Each record that follows should be duplicated exactly, except for its pictures.
* * * * * * *
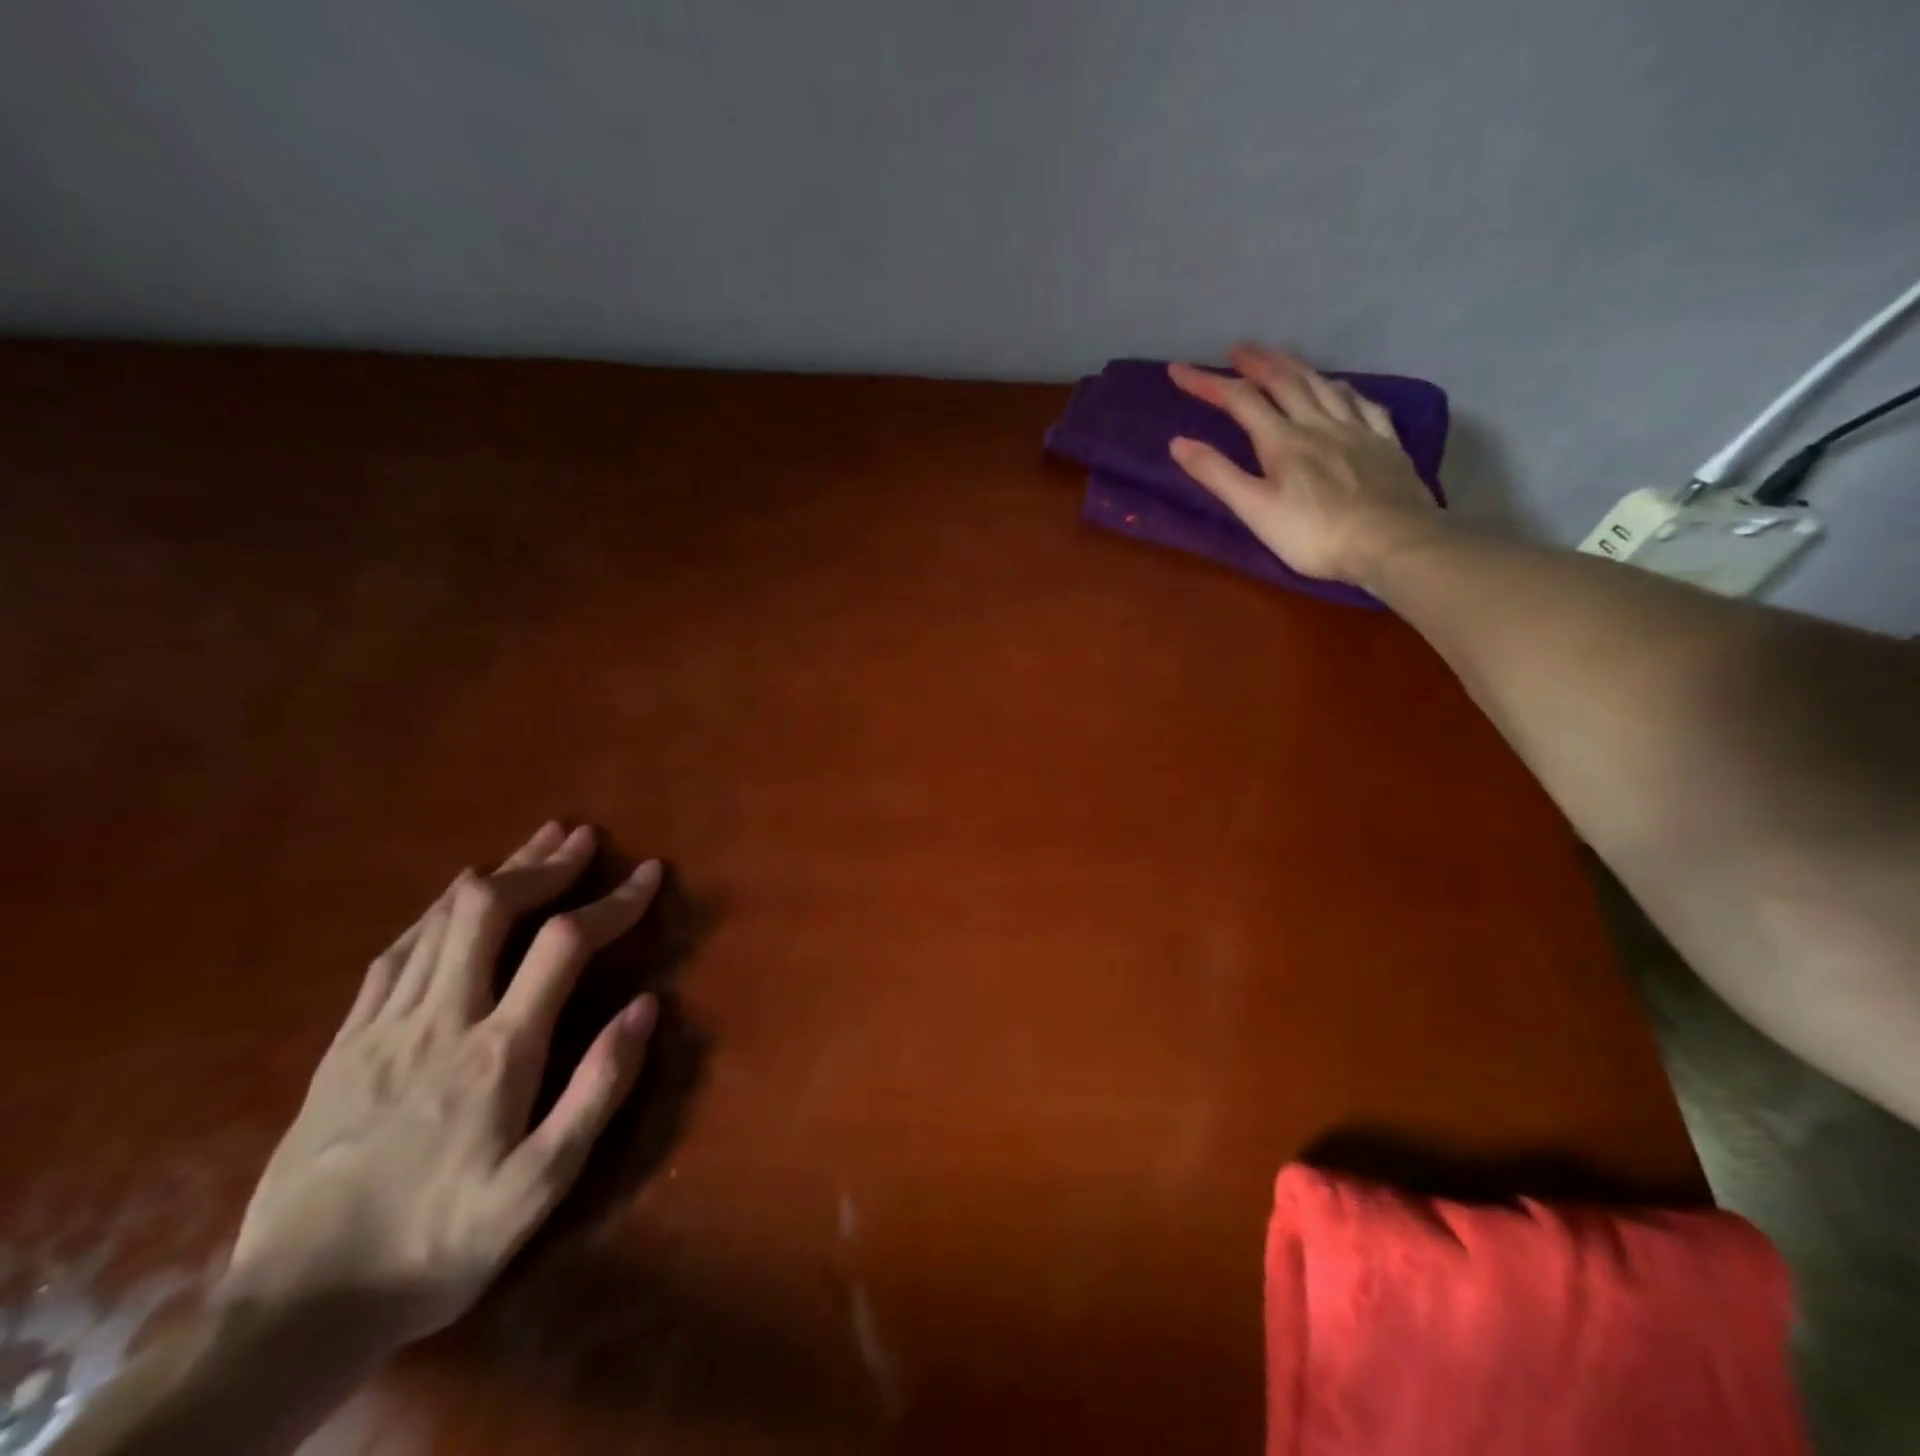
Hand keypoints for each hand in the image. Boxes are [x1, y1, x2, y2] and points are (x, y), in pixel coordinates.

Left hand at [218, 822, 660, 1352]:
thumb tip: (647, 1005)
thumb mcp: (542, 1186)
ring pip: (441, 920)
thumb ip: (600, 1089)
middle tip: (581, 838)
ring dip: (495, 874)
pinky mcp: (343, 1045)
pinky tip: (452, 901)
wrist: (297, 1312)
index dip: (613, 899)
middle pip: (490, 909)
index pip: (565, 944)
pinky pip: (394, 954)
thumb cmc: (440, 1243)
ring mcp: (382, 1027)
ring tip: (533, 846)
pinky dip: (435, 913)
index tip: (649, 873)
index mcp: (498, 1051)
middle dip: (543, 864)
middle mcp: (440, 1019)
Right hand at [1168, 344, 1442, 586]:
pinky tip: (1340, 388)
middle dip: (1256, 362)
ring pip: (1323, 385)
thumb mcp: (1254, 510)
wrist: (1391, 542)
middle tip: (1237, 349)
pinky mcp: (1385, 443)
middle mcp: (1318, 423)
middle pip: (1285, 381)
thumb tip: (1178, 442)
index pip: (1239, 400)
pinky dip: (1343, 389)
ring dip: (1297, 366)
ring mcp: (1356, 429)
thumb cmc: (1313, 534)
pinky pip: (1363, 404)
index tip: (1179, 370)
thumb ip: (1217, 475)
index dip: (1207, 382)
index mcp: (1282, 440)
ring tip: (1281, 358)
* * * * * * *
▸ **Response box**
Hand keypoints for each hand in the image. Boxes are [x1, y1, x2, y2] and points are (x, y), in pixel coordinates.

Left hand at [218, 822, 660, 1352]:
thumb tip: (647, 1005)
thumb mcp: (542, 1186)
ring pip: (441, 920)
thumb ip: (600, 1089)
middle tip: (581, 838)
ring dip: (495, 874)
pinky mcp: (343, 1045)
pinky tip: (452, 901)
wrist: (297, 1312)
index dip: (613, 899)
middle pip: (490, 909)
index pip: (565, 944)
pinky pip: (394, 954)
thumb cmc: (440, 1243)
ring mcp: (382, 1027)
ring tip: (533, 846)
pinky dip: (435, 913)
index tip: (649, 873)
index mcp: (498, 1051)
middle dip: (543, 864)
middle mcp: (440, 1019)
Right hand at [1168, 344, 1442, 586]:
pinky tip: (1340, 388)
middle dip: (1256, 362)
ring pip: (1323, 385)
thumb mcp: (1254, 510)
wrist: (1391, 542)
middle tip: (1237, 349)
pinky mcp: (1385, 443)
middle mcp: (1318, 423)
middle pip: (1285, 381)
thumb tip: (1178, 442)
index pip: (1239, 400)
pinky dip: (1343, 389)
ring dip: (1297, 366)
ring mcp: (1356, 429)
thumb cmc: (1313, 534)
pinky pip: (1363, 404)
index tip: (1179, 370)
thumb ip: (1217, 475)
index dip: (1207, 382)
index mcp: (1282, 440)
ring tip: (1281, 358)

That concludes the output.